Monroe’s next schools chief seen as energeticcommunity-builder

Shawn Woodward

Shawn Woodward

MONROE — Shawn Woodward, currently the schools superintendent in a district north of Spokane, was selected by the school board last week to be Monroe's next superintendent starting July 1.
The board voted 4-0 after more than one-and-a-half hours of final deliberation.
During a public question-and-answer round, Woodward described himself as "an eternal optimist" who believes in honesty and being open and transparent about district affairs both good and bad.
He said he is passionate about supporting special needs and underrepresented students, and said respectful teacher-student relationships are one piece to ensuring all students feel like they belong.
Woodward is the superintendent of the Mead School District, of Spokane County, of about 10,275 students. He became Mead's superintendent in 2019 to fill a retirement vacancy. Prior to that, he was superintendent of the smaller Lake Pend Oreille School District in Sandpoint, Idaho for seven years.
In Lake Pend Oreille, Woodward established in-school mental health clinics and a program to supplement education for homeschooled children as two of his initiatives, according to Spokane's daily paper The Spokesman-Review. People familiar with Woodward told that paper that he is capable of turning around underperforming schools.
Woodward said in Mead the district created an equity dashboard, used to track which schools and groups of students are lagging, and Woodward said he'd initiate the same in Monroe.
He jumped into education some 30 years ago right out of college, and obtained his Master's degree 25 years ago.
Working in Monroe would return him and his wife back to this side of the mountains. Bremerton's his hometown.
Monroe's next step will be to negotiate a salary package with Woodward.
In 2020, Woodward's base salary at the Mead School District was $220,000, according to a database compiled by the Kitsap Sun newspaper. Monroe's most recent hire, interim superintendent Marci Larsen, was hired on a one-year contract with a $256,000 base salary.
In 2019, he began hunting for another district. Before being the chosen winner for Mead, he was the runner-up choice to be superintendent of the South Kitsap School District of Port Orchard and he also was a finalist for superintendent of the Eagle County Schools system near Vail, Colorado, according to the Kitsap Daily News and the Vail Daily newspapers.
He arrived in Mead right after it undertook $11 million in budget shortfall cuts, including closing a STEM-focused alternative high school and a second school program, and had to navigate that.
He described Monroe as having town pride, community engagement and he said he applied because he wants to be part of it.
Woodward said he supports keeping the public engaged in district affairs.

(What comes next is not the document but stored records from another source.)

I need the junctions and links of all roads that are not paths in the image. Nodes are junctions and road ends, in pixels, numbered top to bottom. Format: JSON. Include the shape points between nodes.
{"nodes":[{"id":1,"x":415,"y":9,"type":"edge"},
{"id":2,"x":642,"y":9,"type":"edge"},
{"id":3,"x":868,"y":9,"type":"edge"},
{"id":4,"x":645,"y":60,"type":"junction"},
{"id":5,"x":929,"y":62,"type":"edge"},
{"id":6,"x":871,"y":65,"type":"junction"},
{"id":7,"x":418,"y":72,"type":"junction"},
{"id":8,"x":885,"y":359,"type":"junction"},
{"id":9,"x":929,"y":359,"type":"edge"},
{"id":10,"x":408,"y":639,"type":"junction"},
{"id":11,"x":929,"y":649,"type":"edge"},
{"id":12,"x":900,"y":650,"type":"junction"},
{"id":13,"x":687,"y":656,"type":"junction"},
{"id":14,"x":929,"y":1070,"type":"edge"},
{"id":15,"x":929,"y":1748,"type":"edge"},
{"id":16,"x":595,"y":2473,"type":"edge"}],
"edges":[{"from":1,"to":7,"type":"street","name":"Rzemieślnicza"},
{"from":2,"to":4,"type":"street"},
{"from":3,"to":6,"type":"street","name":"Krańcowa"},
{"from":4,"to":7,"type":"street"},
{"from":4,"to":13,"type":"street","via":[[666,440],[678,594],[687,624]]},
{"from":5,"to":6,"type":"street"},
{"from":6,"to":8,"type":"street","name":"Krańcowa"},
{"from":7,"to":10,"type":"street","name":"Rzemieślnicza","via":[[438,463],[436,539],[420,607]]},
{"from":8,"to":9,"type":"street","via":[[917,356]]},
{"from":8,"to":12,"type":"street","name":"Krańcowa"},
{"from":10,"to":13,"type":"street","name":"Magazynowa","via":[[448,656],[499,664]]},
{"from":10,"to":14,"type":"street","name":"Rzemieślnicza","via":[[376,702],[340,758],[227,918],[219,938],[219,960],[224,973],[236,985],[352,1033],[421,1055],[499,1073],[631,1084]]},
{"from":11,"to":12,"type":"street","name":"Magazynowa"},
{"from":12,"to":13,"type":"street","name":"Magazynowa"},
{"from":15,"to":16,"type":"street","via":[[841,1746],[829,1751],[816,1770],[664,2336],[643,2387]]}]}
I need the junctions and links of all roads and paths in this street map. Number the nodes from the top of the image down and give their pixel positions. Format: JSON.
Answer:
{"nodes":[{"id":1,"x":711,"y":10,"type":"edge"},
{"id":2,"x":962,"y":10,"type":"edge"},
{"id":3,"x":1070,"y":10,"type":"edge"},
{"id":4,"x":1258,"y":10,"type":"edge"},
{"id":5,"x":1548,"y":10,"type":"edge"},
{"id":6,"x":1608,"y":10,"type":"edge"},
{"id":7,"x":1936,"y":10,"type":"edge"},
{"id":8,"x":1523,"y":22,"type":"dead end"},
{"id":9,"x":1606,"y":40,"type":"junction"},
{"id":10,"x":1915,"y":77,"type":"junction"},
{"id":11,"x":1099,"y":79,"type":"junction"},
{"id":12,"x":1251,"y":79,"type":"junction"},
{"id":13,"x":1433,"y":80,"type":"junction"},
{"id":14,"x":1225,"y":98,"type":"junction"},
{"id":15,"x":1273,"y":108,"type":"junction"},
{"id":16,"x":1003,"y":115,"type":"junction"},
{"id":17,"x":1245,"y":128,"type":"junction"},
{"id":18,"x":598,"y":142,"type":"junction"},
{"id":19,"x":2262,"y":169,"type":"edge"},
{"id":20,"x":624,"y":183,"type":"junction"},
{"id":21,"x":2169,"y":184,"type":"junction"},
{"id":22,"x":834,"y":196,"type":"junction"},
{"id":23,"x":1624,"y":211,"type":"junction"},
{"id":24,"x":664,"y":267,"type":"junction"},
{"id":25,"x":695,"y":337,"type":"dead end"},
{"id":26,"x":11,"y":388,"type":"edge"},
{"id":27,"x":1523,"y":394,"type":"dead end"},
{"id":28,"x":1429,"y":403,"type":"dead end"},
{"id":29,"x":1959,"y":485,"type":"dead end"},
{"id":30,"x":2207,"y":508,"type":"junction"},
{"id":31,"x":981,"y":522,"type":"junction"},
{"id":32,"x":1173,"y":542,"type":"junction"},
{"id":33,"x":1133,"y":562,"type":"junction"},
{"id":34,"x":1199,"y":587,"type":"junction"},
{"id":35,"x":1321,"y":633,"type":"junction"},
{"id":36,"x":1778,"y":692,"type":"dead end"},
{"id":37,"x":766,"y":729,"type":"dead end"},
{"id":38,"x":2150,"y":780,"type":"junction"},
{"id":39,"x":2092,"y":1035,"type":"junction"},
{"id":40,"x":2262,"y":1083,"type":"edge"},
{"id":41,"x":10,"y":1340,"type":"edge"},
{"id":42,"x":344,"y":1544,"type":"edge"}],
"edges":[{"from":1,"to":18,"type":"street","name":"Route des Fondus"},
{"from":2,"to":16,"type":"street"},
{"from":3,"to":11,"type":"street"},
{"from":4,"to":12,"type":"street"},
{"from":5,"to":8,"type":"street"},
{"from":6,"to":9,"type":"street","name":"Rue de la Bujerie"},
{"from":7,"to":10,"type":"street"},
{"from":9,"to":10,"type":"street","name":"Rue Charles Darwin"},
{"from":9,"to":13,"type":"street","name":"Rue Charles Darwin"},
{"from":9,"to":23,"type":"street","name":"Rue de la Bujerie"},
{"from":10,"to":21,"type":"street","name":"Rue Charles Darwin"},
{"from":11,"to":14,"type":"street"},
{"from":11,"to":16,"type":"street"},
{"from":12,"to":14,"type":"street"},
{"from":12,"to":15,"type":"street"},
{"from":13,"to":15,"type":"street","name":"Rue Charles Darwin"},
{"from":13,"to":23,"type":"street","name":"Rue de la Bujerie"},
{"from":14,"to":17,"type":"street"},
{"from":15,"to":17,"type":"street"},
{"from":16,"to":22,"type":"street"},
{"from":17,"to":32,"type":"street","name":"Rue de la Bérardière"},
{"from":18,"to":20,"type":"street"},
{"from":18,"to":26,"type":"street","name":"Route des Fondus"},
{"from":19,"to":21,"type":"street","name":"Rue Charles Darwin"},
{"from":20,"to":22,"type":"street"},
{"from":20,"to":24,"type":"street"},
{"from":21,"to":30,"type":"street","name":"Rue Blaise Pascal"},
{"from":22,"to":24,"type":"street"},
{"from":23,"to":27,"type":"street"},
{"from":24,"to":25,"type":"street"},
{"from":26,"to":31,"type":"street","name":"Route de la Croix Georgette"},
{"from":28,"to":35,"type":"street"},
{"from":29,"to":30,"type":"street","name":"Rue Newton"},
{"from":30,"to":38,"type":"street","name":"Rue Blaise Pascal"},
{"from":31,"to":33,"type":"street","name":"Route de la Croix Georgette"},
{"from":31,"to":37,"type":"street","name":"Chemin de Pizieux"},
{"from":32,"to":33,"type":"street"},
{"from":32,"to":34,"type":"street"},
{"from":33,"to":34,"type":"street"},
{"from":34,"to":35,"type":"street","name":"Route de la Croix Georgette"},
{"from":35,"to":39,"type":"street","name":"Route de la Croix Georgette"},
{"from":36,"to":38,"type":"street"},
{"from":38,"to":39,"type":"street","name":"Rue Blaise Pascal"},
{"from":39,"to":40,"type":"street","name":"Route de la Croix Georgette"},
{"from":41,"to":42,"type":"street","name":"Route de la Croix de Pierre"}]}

He described that while in Lake Pend Oreille he held stakeholder meetings involving thousands of people.
He said he prefers connecting person-to-person. "I'm known for calling people and asking them to come in to have a respectful conversation," Woodward said.
Answering a question about hiring people to work at the district, Woodward suggested hyper-localizing recruitment drives in the neighborhoods which individual schools serve.
The other two finalists were Voni Walker, a former Monroe teacher who is the superintendent of the small Manson School District in Chelan County, and Greg Schwab, an assistant superintendent in the Edmonds School District.
Walker spoke of creating an inviting workplace culture to attract new hires. Schwab, answering a different question, spoke to how the district is poised for a new strategic plan which he could lead.
They advanced from an original field of 21 applicants.
The superintendent candidates toured schools, met with groups of teachers and had a whirlwind of activities Thursday, Jan. 26.
The community panel of 12 people asked candidates nine pre-scripted questions for a community open meeting before the final vote. One of the panelists said they did not select the questions.
Monroe's current superintendent, Marci Larsen, came out of retirement to run the district, taking over for chief academic officer Kim Whitworth. Whitworth took on the temporary role of interim superintendent to fill a void when Superintendent Justin Blasko was put on leave in late 2021. The district mutually separated with Blasko six months later with a $396,374 payout to terminate his superintendent contract early.
The district always planned to do a search to find a permanent superintendent this year, the district said previously.